La matriz etarra dotaba a HB, EH o Batasuna de una cohesión interna que le permitió durante años pendular entre la ausencia de las instituciones y la presencia intermitente, e incluso oscilar entre la abstención y el voto favorable a tales o cuales propuestas. Pero, sin la tutela de ETA, a la izquierda abertzale le será imposible regresar a la legalidad sin verse abocada a aterrizar en la política real, ateniéndose a los compromisos a los que obliga la vida institucional. El «proceso democrático» al que apelan los herederos de Batasuna se limitaría, como mucho, a su propia integración en las reglas de juego constitucionales. A partir de ese momento se pondría a prueba la coherencia de un fenómeno sociológico y político condenado a experimentar mucho más que la transformación del desarme.

 

Llegado el momento, la izquierda abertzale deberá optar entre una política sin alianzas o una línea de acuerdo estratégico con alguna de las restantes fuerzas parlamentarias. Si opta por la primera tampoco podrá evitar coincidencias puntuales, en cada una de las cuales tendrá que retratarse.
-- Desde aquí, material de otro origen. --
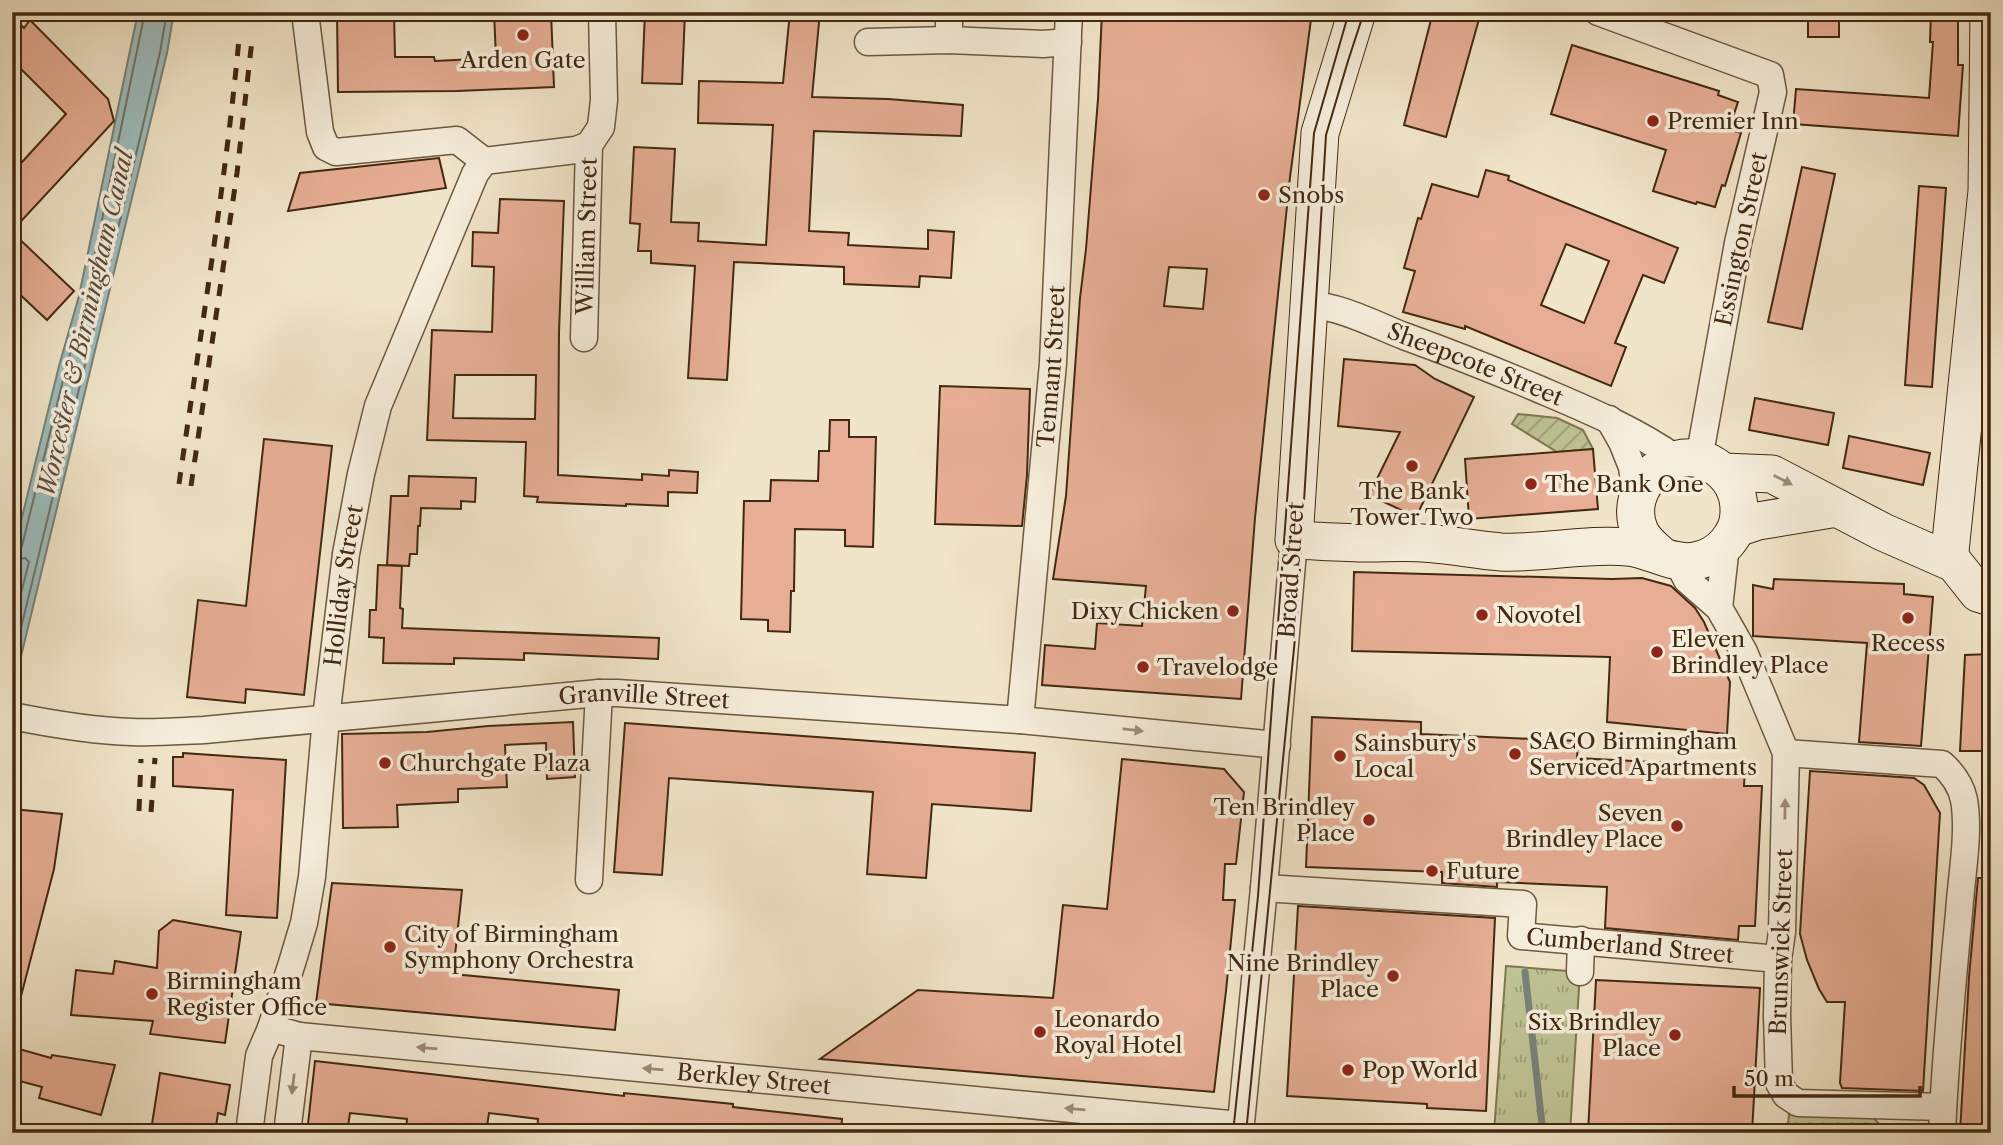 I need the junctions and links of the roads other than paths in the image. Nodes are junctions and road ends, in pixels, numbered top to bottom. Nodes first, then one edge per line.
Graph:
1 (304, 12) edge
2 (602, 12) edge
3 (950, 12) edge
4 (1069, 12) edge
5 (1357, 12) edge
6 (1598, 12) edge
7 (1989, 12) edge
8 (949, 40) junction
9 (868, 41) dead end
10 (1068, 43) junction
11 (589, 145) junction
12 (484, 161) junction
13 (1324, 308) junction
14 (584, 338) dead end
15 (1609, 419) junction
16 (1700, 463) junction
17 (1636, 505) junction
18 (1837, 508) junction
19 (1731, 536) junction
20 (1294, 540) junction
21 (1573, 547) junction
22 (1669, 558) junction
23 (1965, 564) edge
24 (1991, 597) edge
25 (1719, 608) junction
26 (599, 693) junction
27 (17, 717) edge
28 (326, 718) junction
29 (1020, 720) junction
30 (1277, 745) junction
31 (1786, 753) junction
32 (589, 880) dead end
33 (1265, 888) junction
34 (1581, 940) junction
35 (1778, 959) junction
36 (1580, 971) dead end
37 (271, 1028) junction
38 (299, 1036) junction
39 (1943, 1120) edge
40 (1240, 1129) edge
41 (249, 1133) edge
42 (287, 1133) edge

1 - 12 street
2 - 11 street, William Street
3 - 8 street
4 - 10 street, Tennant Street
5 - 13 street, Broad Street
6 - 16 street, Essington Street
7 - 23 street
8 - 9 street
8 - 10 street
10 - 29 street, Tennant Street
11 - 12 street
11 - 14 street, William Street
12 - 28 street, Holliday Street
13 - 15 street, Sheepcote Street
13 - 20 street, Broad Street
15 - 16 street, Sheepcote Street
15 - 17 street
16 - 17 street
16 -> 18 street, Sheepcote Street
16 - 19 street
17 - 21 street
17 - 22 street
18 - 19 street
18 - 23 street, Sheepcote Street
19 - 22 street
19 - 25 street
20 - 21 street
20 - 30 street, Broad Street
21 - 22 street
22 - 25 street
23 - 24 street, Sheepcote Street
25 - 31 street
26 - 28 street, Granville Street
26 - 29 street, Granville Street
26 - 32 street
27 - 28 street, Granville Street
28 - 37 street, Holliday Street
29 -> 30 street, Granville Street
30 - 33 street, Broad Street
35 -> 31 street, Brunswick Street
31 - 39 street, Brunswick Street
33 - 34 street, Cumberland Street
33 - 40 street, Broad Street
34 - 35 street, Cumberland Street
34 - 36 street
35 - 39 street, Brunswick Street
37 - 38 street, Berkley Street
37 - 41 street, Holliday Street
40 -> 38 street, Berkley Street
38 -> 42 street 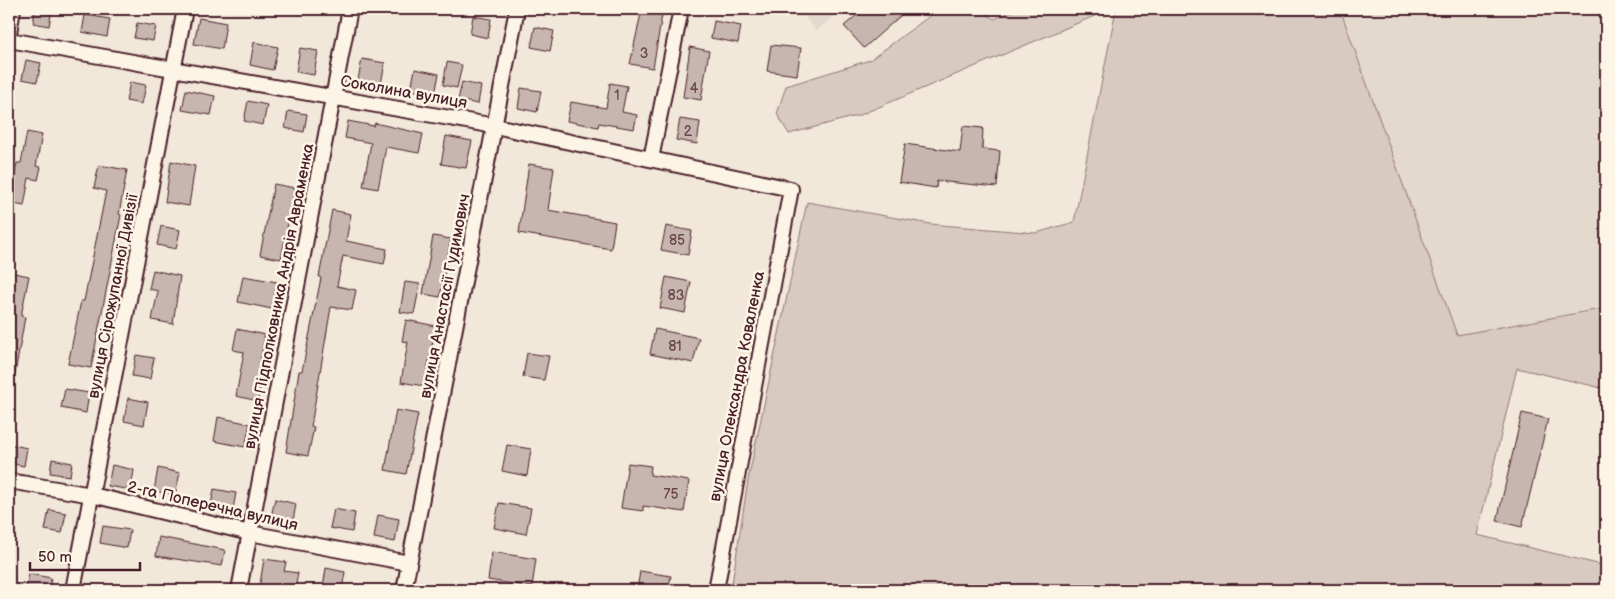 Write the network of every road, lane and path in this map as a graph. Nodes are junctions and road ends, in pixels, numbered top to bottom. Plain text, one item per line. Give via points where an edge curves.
1 (13, 9) edge
2 (185, 9) edge
3 (350, 9) edge
4 (517, 9) edge
5 (681, 9) edge
6 (9, 33) edge
7 (9, 40) edge
8 (173, 68) junction
9 (334, 97) junction
10 (495, 126) junction
11 (651, 159) junction
12 (791, 189) joint
13 (9, 481) edge
14 (92, 495) junction
15 (250, 533) junction
16 (409, 563) junction
17 (73, 590) edge
18 (239, 590) edge
19 (404, 590) edge
20 (716, 590) edge

1 - 6 street
2 - 8 street, вулиця Сірожупанної Дивізії
3 - 9 street, вулиця Підполковника Андрія Авраменка
4 - 10 street, вулиця Анастасії Гудимович
5 - 11 street
7 - 8 street, Соколина вулиця
8 - 9 street, Соколина вулиця
8 - 14 street, вулиця Сірожупанної Дивізії
9 - 10 street, Соколина вулиця
9 - 15 street, вулиця Підполковника Андрія Авраменка
10 - 11 street, Соколина вулиця
10 - 16 street, вулиця Анастасії Гудимович
11 - 12 street, Соколина вулиця
12 - 20 street, вулиця Олександра Коваленка
13 - 14 street, 2-га Поперечна вулиця
14 - 15 street, 2-га Поперечна вулиця
14 - 17 street, вулиця Сірожупанної Дивізії
15 - 16 street, 2-га Поперечна вулиця
15 - 18 street, вулиця Підполковника Андрія Авраменка
16 - 19 street, вулиця Анастасії Гудимович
Si, por el contrario, comienza a explorar acuerdos más estables se encontrará con el sempiterno problema estratégico que se plantea a cualquier formación política desde que Euskadi comenzara a funcionar como comunidad política: qué posición adoptar respecto al PNV. Puede que el soberanismo pactista, que el partido de Urkullu parece querer ensayar durante lo que dure el mandato de Zapatero, no tenga otra consistencia estratégica que la de erosionar el «Gobierno del cambio». Pero más difícil resultará que se abra paso una alternativa independentista y socialista, especialmente si la izquierda abertzale se mantiene impasible y deja en manos del Estado de Derecho su legalización para las generales de 2012 o las autonómicas de 2013.